The manager, who boasts some 40 years’ experience in Japanese equities, focuses on fast-growing companies that can exploit opportunities relating to Japan’s advanced elderly society, changes in consumer spending and lifestyles, and a broadening internet-oriented economy. In particular, the team looks for companies with strong sales and earnings growth, focusing on the past two years and next two years, but which are attractively valued.
The fund tends to favour small- to mid-cap companies that are expected to be the principal beneficiaries of the New Japan. This leads it to have an emphasis on the services, healthcare and distribution sectors of the market.
Shiozumi notes the fund’s investment strategy has remained the same since its inception in 1996. It has never invested in financials, cyclicals and large-cap, export-oriented manufacturers.

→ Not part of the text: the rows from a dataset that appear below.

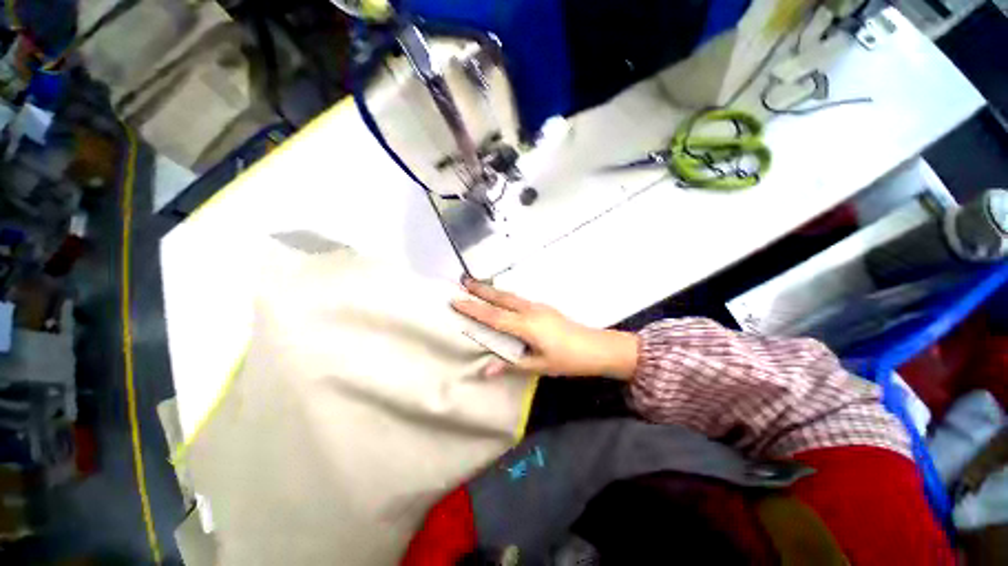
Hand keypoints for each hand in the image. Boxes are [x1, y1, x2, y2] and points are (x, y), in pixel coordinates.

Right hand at [451, 277, 638, 379]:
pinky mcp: (543, 307)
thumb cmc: (567, 360)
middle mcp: (530, 311)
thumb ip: (511, 364)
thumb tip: (485, 369)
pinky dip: (505, 296)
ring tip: (477, 286)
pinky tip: (501, 299)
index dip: (474, 309)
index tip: (456, 300)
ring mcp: (538, 306)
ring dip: (493, 290)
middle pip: (501, 298)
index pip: (494, 316)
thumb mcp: (538, 366)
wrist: (595, 347)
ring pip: (510, 296)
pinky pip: (519, 299)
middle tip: (463, 281)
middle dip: (481, 289)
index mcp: (527, 325)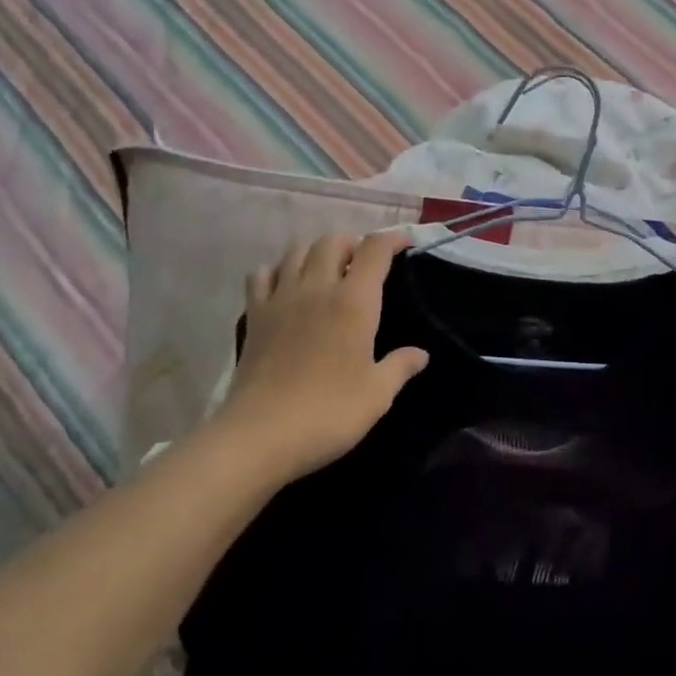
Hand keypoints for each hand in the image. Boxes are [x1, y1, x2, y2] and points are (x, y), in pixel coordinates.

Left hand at [218, 232, 428, 481]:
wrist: (259, 436)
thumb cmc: (328, 413)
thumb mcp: (377, 395)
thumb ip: (400, 367)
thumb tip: (421, 354)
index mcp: (354, 301)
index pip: (375, 250)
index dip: (392, 239)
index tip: (405, 243)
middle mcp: (317, 288)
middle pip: (332, 241)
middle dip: (352, 243)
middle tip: (364, 264)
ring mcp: (280, 299)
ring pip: (296, 250)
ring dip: (316, 251)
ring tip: (328, 271)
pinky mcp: (254, 316)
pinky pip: (261, 274)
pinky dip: (276, 270)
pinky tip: (286, 287)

For the past five years, the fund has been the top performer in the IA Japan sector, returning 282 per cent compared to the sector average of 53 per cent and index return of 56 per cent, according to FE Analytics.
Over the past one and three years, the fund has returned 61 per cent and 106 per cent, compared to the 12 per cent and 28 per cent from its peers. Its outperformance versus the Topix skirts the same levels.
The manager credits the fund’s significant exposure to the medical and healthcare sectors as key contributors to these notable returns.
However, as with most things in life, returns have not come without a price. The fund has had substantial periods of both under and outperformance, as evidenced by huge losses in 2006 and 2007, but large gains in 2013 and 2015.
It is one of the most volatile in its sector, currently holding an FE risk score of 194 (zero akin to holding cash and 100 akin to the volatility of the FTSE 100), and as a result will not be suitable for the fainthearted.